Tuesday, March 9 • 11:00 AM – Noon (PT)
Rolling-window dispatch is widely adopted to provide ramping support in real-time electricity markets under demand and supply uncertainties. A standard pricing model is the multi-interval locational marginal pricing (LMP) based on short-term forecasts. When the forecasting horizon is finite and the forecast inaccurate, LMP requires out-of-the-market settlements to ensure that a generator cleared in the real-time market follows the operator’s dispatch signal. Such uplifts result in price discrimination and strategic bidding incentives.
We show that the lack of dispatch-following incentives of LMP is generic to uniform pricing. In particular, under mild conditions, out-of-the-market uplifts are unavoidable, which makes uniform pricing fundamentally discriminative. The uplift payments also have an unintended consequence that a price-taking generator that typically bids with its marginal cost has the incentive to deviate from truthful bidding to gain additional profit from uplift payments. We further show that a simple generalization of LMP to a nonuniform setting eliminates the need for uplift payments and restores the truthful bidding behavior for price-taking generators under arbitrary forecasting errors.

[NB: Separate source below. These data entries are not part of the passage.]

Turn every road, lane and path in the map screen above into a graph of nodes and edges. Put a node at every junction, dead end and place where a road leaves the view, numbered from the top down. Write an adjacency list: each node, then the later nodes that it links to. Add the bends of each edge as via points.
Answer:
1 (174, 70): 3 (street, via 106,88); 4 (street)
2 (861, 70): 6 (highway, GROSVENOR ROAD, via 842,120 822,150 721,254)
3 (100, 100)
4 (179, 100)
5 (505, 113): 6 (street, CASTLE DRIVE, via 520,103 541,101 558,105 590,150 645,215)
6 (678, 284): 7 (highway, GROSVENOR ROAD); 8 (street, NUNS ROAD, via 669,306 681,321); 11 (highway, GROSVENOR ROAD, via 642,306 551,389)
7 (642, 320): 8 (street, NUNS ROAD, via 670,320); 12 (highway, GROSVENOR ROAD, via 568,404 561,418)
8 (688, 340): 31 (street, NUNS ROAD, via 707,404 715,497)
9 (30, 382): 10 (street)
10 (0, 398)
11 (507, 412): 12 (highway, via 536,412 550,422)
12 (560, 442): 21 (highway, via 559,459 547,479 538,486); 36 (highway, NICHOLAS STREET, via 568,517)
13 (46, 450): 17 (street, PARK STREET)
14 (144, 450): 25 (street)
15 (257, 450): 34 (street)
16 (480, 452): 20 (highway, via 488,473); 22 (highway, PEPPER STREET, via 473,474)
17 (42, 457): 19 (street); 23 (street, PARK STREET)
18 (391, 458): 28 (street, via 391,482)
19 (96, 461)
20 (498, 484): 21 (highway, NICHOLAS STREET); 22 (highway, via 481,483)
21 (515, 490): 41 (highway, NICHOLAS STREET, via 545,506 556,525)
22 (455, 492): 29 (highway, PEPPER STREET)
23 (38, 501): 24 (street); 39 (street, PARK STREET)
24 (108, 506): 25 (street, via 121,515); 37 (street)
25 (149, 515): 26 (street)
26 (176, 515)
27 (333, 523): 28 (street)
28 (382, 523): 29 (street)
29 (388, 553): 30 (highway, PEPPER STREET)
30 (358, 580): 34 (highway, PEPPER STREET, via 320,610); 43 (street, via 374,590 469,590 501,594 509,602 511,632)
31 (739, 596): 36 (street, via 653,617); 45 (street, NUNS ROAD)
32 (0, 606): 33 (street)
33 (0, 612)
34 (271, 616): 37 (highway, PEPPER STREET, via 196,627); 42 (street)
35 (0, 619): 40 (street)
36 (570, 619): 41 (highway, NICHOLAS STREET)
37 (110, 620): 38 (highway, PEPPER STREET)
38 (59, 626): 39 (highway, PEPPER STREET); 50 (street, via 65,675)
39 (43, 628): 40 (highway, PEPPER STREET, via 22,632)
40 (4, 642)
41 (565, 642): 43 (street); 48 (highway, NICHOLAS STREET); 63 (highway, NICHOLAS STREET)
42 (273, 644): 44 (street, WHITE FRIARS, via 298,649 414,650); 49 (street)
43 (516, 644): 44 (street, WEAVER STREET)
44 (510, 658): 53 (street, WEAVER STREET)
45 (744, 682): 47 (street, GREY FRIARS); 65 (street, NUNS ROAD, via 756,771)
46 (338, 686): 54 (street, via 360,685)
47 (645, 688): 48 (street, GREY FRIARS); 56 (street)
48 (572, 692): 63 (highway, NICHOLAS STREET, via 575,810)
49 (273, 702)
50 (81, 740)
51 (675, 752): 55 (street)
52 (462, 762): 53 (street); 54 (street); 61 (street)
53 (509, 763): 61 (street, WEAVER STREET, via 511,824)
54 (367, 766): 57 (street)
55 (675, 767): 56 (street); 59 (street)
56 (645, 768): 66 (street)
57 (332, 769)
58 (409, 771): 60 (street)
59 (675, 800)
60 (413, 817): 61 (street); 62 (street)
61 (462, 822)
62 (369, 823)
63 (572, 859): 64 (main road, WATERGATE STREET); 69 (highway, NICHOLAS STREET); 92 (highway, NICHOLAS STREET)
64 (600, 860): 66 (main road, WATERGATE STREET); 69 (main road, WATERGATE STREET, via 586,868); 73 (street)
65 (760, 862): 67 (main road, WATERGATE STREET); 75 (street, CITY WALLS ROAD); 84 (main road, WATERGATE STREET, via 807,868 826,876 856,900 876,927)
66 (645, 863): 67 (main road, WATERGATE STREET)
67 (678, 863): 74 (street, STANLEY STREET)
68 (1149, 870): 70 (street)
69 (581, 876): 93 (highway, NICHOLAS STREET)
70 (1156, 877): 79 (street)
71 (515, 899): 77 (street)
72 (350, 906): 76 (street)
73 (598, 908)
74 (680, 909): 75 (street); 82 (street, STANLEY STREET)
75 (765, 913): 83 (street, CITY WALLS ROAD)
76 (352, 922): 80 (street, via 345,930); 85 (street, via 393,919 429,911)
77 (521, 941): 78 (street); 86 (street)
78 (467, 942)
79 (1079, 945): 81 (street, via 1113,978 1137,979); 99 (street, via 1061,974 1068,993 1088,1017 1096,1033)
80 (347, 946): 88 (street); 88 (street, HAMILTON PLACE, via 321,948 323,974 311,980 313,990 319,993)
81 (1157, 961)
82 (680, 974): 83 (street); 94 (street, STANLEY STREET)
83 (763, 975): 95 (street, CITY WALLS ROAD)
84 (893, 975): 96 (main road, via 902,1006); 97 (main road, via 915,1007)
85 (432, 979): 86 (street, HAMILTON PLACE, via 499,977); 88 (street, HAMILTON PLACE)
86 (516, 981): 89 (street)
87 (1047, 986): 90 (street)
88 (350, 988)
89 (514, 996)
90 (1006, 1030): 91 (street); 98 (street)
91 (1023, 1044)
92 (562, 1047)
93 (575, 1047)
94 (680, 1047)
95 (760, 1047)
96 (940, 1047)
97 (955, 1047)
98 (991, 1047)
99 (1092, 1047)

Lang Tong is the Irwin and Joan Jacobs Professor in Engineering and the Cornell site director of the Power Systems Engineering Research Center (PSERC). His current research focuses on energy and power systems, smart grids, and the electrification of transportation systems. His expertise lies in the intersection of data analytics, machine learning, optimization, nvd market design. He received numerous publication awards from the IEEE Signal Processing, Communications, and Power and Energy System Societies.